▶ WHAT YOU SHOULD DO
Go over the data and keep only the lines that include "check".

Start of Block

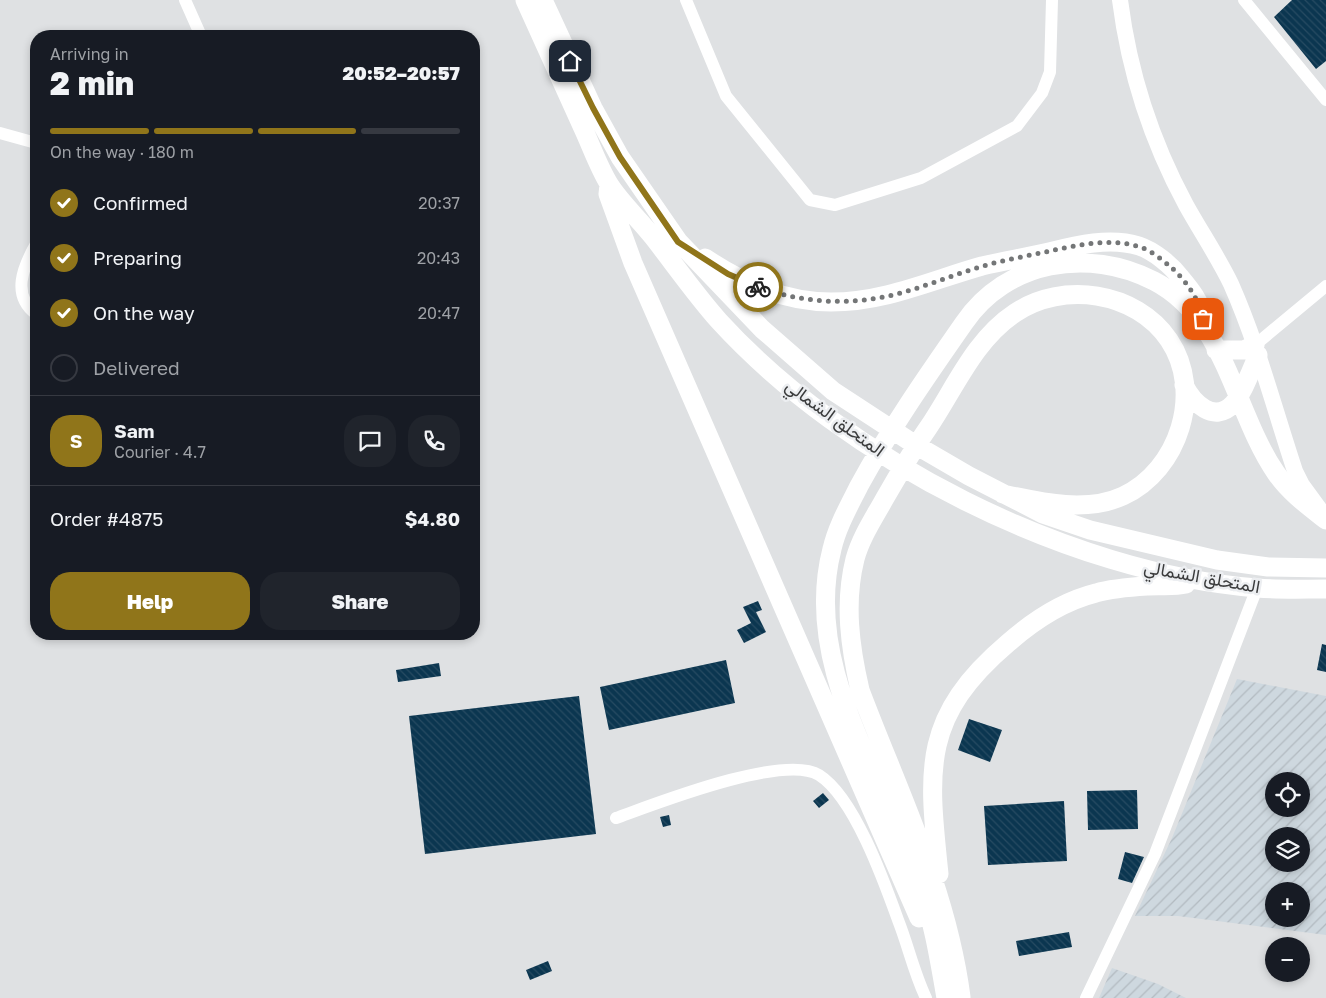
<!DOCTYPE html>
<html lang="en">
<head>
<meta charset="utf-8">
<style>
	:root { --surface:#171b24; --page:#20242c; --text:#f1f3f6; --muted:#9ea1a6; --line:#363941; --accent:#90751a }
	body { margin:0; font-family:"Golos Text",Vazirmatn,sans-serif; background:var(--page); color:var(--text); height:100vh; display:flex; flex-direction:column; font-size:19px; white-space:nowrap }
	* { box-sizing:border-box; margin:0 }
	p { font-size:16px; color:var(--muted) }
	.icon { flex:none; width:28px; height:28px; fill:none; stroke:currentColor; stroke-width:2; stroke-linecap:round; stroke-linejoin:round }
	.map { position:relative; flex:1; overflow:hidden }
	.details { position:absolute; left:30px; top:30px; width:450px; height:610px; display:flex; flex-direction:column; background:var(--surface); border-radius:20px; box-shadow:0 2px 8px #0003 }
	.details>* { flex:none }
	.fabs { position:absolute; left:1265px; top:772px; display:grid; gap:10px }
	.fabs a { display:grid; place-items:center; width:45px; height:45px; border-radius:50%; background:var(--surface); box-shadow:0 2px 8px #0003; font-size:25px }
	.pin { position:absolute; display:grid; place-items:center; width:42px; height:42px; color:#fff; margin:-21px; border-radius:10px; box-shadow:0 2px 8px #0006 }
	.courier { position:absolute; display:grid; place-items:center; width:50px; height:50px; margin:-25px; border:4px solid #90751a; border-radius:50%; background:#fff; color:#222; box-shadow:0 1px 6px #0007 }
	.headline em { font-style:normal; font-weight:800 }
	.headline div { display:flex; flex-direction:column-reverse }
	.headline { display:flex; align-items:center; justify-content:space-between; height:85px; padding:0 20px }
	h1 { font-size:32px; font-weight:800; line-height:38px }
	.bar { display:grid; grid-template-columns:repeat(4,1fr); gap:8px 5px; align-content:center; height:60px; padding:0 20px }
	.bar i { height:6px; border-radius:4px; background:var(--line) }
	.bar .selected { background:var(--accent) }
	.bar p { grid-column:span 4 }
	.line { display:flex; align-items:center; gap:12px; padding:0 20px; border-top:1px solid var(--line) }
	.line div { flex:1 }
	.round { display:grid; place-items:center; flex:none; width:52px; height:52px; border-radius:20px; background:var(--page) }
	ol { padding:0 20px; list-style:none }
	li { display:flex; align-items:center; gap:15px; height:55px }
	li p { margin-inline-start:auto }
	li .icon { padding:5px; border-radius:50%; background:var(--accent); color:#fff; stroke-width:4 }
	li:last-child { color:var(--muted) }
	li i { width:28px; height:28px; border:2px solid var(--line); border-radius:50% }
	.action { display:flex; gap:10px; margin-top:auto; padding:10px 20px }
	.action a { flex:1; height:58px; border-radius:20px; background:var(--accent); color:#fff; font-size:20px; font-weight:800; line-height:58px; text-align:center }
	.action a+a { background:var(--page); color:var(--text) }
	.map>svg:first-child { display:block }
	.industrial { fill:url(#industrial-furrows); fill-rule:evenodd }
	.building { fill:url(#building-back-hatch) }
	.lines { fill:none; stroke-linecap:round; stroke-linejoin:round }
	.minor { stroke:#fff; stroke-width:12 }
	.major { stroke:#fff; stroke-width:16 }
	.highway { stroke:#fff; stroke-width:19 }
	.done { stroke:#747677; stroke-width:5; stroke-dasharray:0 9 }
	.route { stroke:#90751a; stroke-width:6 }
	.labels { text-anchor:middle; stroke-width:5; stroke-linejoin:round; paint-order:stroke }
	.street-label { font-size:18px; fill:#3b3c3d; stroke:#eceef1 }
</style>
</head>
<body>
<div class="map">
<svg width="1326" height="998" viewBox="0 0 1326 998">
	<defs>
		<pattern id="industrial-furrows" width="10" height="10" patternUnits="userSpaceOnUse" patternTransform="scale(1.25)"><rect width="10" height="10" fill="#ced8df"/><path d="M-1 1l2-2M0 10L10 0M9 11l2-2" fill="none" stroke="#b2bac0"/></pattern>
		<pattern id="building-back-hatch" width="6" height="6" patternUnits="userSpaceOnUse" patternTransform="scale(1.25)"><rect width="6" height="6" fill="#0b3650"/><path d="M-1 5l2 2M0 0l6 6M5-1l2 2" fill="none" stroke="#274b62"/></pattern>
	</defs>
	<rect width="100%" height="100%" fill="#dfe1e3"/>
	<!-- industrial -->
	<path class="industrial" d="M1237,679L1326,696V935L1178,916H1135L1172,838ZM1274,781H1301V809H1274ZM1274,836H1301V864H1274ZM1274,891H1301V919H1274Z
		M1112,968L1158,984L1186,998H1099Z"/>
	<!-- building -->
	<path class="building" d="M1292,0H1326V61L1316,69L1274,17Z
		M758,601L762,610L756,612L766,632L744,643L737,630L751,623L743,607Z
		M1322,644L1326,645V672L1317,670Z
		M726,660L735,703L609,730L600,687Z
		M439,663L441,676L398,682L396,670Z
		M579,696L596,834L425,854L409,716Z
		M969,719L1002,730L990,762L958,750Z
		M1137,790L1138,829L1088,830L1087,791Z
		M823,793L829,800L819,808L813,801Z
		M1064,801L1067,861L988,865L984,806Z
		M669,815L671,825L663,827L660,817Z
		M1125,852L1144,857L1132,883L1118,879Z
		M1069,932L1072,947L1019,956L1016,941Z
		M548,961L552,971L530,980L526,970Z"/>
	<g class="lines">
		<!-- minor -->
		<path class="minor" d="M185,0L201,36
			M686,0L726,96L810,200L835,205L921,178L1017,126L1042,93L1050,72L1052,0
			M1244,0L1326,100
			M0,133L36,143
			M36,244C23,267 11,295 36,314
			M1255,345L1326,286
			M616,818C655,804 784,753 819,775C854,797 884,881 898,920C908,945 914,973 926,998
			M1086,998L1155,854L1257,588"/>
		<!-- major -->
		<path class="major" d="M1120,0C1129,71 1152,142 1186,205C1201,232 1218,257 1231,284C1258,345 1274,408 1295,471L1302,485L1321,511"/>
		<!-- highway -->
		<path class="highway" d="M525,0C544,42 563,84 582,126C591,145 598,166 609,184C621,203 639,219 653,237C675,265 695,294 719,321C846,460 1069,573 1257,588C1280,590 1303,589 1326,589
			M543,0L593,108L620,157L678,241L762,329L833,391L914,444L969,476L1043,514L1090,530L1217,560L1268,567L1326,568
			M609,185L608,194L633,263L919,918
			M705,258C743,283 784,302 831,302C885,302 932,280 982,266C1004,261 1027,257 1049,252C1077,245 1110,237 1139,246C1154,251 1171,265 1181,278C1191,290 1200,301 1203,317
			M1216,350H1244L1255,345
			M1184,385C1193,403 1214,424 1233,404C1244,392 1251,370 1258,355
			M939,874C928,769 921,717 1008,643C1033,621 1064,601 1096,593C1113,588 1131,587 1148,586C1161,585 1173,587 1186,584
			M961,997C947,888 898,791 860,690C850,647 844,603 855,559C861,537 874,518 885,498C899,474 912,451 928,428C954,390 974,340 1015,313C1062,281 1136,291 1169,340C1204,392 1179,470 1123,496C1086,513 1040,502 1003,494
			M946,998C939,957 932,916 918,876C881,772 802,665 832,549C837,527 849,506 859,486C890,429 927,376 964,323C1006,261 1088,247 1154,281C1226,318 1234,412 1276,473C1289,492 1308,506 1326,520"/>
	</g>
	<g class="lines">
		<!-- done -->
		<path class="done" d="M758,287C798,301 836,305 878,298C913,292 946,277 980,267C1003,260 1027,256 1050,251C1078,245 1108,238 1137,246C1150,249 1162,260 1172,268C1187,282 1199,299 1203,319"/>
		<!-- route -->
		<path class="route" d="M570,61L593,108L620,157L678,242L728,274L758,287"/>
	</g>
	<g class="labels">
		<!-- street labels -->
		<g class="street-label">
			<text transform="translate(835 418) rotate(36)" y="6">المتحلق الشمالي</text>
			<text transform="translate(1202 577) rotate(10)" y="6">المتحلق الشمالي</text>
		</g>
	</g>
</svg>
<div class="fabs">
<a><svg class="icon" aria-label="locate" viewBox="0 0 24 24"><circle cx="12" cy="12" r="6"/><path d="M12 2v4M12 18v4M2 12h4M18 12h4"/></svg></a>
<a><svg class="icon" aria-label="layers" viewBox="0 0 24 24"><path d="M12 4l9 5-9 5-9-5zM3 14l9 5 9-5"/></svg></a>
<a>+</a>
<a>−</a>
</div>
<div class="pin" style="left:1203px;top:319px;background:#ea580c"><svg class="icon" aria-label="bag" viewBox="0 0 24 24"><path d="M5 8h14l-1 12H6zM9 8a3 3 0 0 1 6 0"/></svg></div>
<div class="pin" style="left:570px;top:61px;background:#1f2937"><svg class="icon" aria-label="home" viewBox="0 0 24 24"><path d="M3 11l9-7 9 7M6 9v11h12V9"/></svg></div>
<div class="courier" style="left:758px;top:287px"><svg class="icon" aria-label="bike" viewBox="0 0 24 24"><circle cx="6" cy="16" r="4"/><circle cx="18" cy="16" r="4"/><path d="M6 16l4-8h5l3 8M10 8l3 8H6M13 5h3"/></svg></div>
<section class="details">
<div class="headline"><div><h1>2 min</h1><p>Arriving in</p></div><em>20:52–20:57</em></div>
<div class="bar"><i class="selected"></i><i class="selected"></i><i class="selected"></i><i></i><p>On the way · 180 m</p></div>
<ol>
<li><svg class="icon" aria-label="check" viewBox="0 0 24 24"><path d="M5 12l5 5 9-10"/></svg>Confirmed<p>20:37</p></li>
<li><svg class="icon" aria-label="check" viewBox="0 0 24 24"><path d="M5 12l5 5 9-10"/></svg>Preparing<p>20:43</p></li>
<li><svg class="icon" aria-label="check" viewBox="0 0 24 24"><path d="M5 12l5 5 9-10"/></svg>On the way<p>20:47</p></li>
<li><i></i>Delivered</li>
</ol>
<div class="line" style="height:90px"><b class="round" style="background:var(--accent);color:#fff">S</b><div><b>Sam</b><p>Courier · 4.7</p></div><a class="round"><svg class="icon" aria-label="chat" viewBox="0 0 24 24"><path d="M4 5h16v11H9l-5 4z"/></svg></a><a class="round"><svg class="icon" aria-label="phone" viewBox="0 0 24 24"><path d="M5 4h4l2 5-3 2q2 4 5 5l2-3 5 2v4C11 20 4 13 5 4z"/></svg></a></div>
<div class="line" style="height:65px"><div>Order #4875</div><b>$4.80</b></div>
<div class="action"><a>Help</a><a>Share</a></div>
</section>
</div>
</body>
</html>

End of Block

▶ SOLUTION BELOW
<li><svg class="icon" aria-label="check" viewBox="0 0 24 24"><path d="M5 12l5 5 9-10"/></svg>Confirmed<p>20:37</p></li>
<li><svg class="icon" aria-label="check" viewBox="0 0 24 24"><path d="M5 12l5 5 9-10"/></svg>Preparing<p>20:43</p></li>
<li><svg class="icon" aria-label="check" viewBox="0 0 24 24"><path d="M5 12l5 5 9-10"/></svg>On the way<p>20:47</p></li>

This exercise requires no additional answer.